ABSTRACT
Initiative campaigns, unlike candidate-centered elections, are efforts to mobilize and persuade residents of state and local governments on specific policies. Previous studies have conflicting findings whether or not initiative campaigns can persuade voters. For issues like same-sex marriage, voters may be even more difficult to persuade because their attitudes may be crystallized. Four states voted on marriage equality in November 2012, which resulted in historic victories for the proponents of same-sex marriage. This led to a belief that the marriage equality campaigns won because of their strategic communications. I examine the effect of televised campaign ads on people’s attitudes toward same-sex marriage by combining market-advertising data from the 2012 campaigns and a rolling cross-sectional national survey. Media markets that spill over into neighboring states are analyzed as a natural experiment, isolating the effect of televised advertisements from other campaign efforts. The results suggest that people were greatly affected by campaign ads aired by the groups opposed to marriage equality, and the ads in favor of marriage equality were ineffective. When competing sides are framing the rights of sexual and gender minorities, those opposed retain an unequal advantage in changing the minds of the public through televised media.
Disclosure statement
No potential conflict of interest was reported by the author.
Notes
1. A subscription to the Nielsen Group is required to have access to GRP measures, which was cost prohibitive for this study.
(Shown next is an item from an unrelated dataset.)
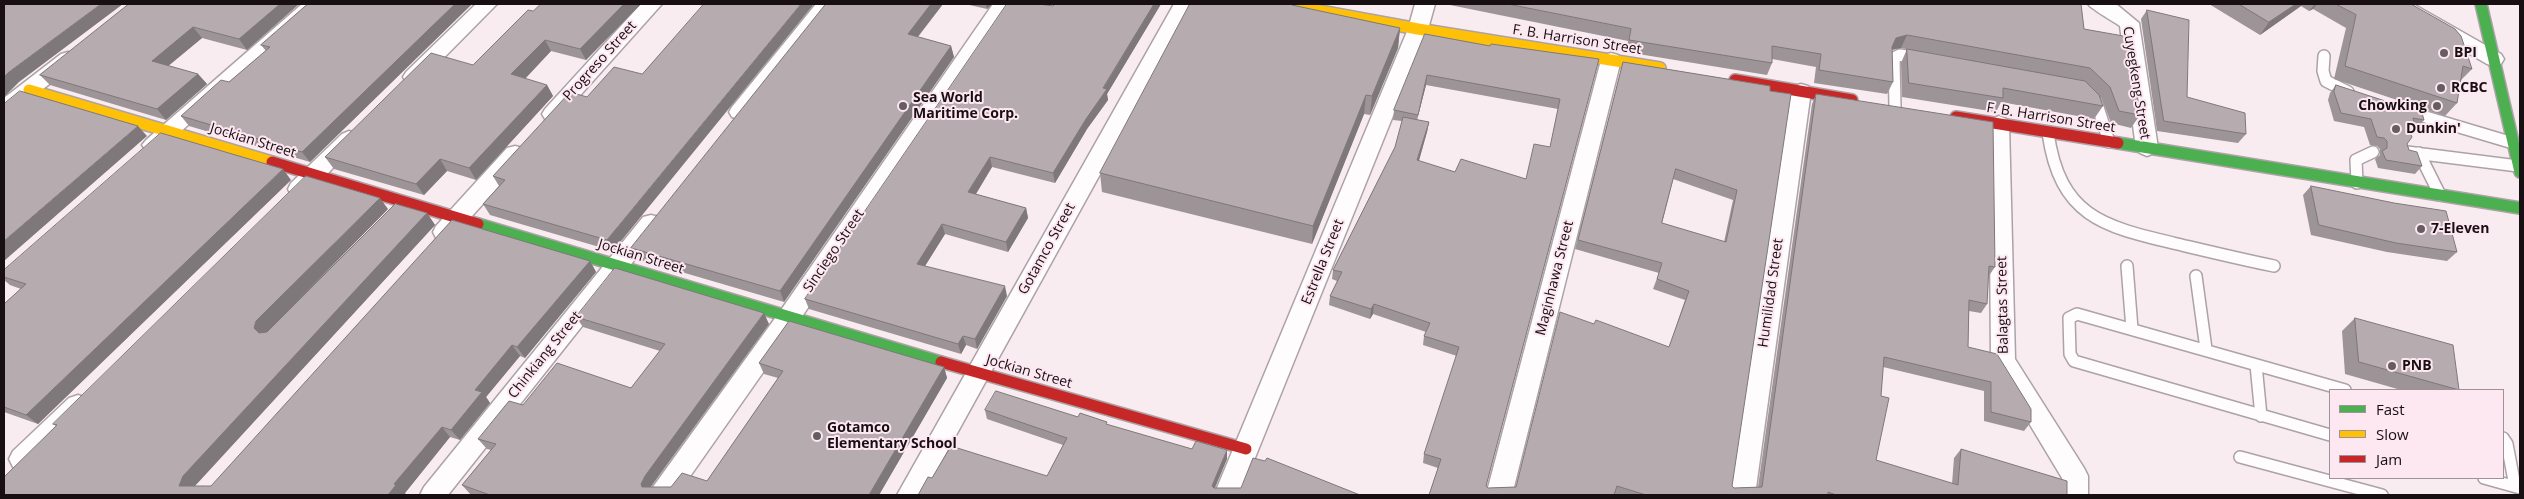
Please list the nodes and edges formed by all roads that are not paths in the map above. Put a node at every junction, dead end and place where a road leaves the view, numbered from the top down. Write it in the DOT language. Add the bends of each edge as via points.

2. There are a few counties that are not perfectly nested into a single DMA. I classified these counties to be in one of the media markets based on size. All of the counties in the states where there are market spillovers perfectly nested into DMAs. The issue rarely occurred, so the results presented should not be sensitive to this imperfection.
3. The selection of 1200 negative ads and 1400 positive ads as targets for predicted probabilities was determined by the empirical maximum of cumulative ads for respondents in the CCES.
4. As mentioned, the present study is only able to estimate ITT effects because people’s actual viewing of ads is unobserved. Greater cumulative ads aired increases the probability of at least a single ad being viewed.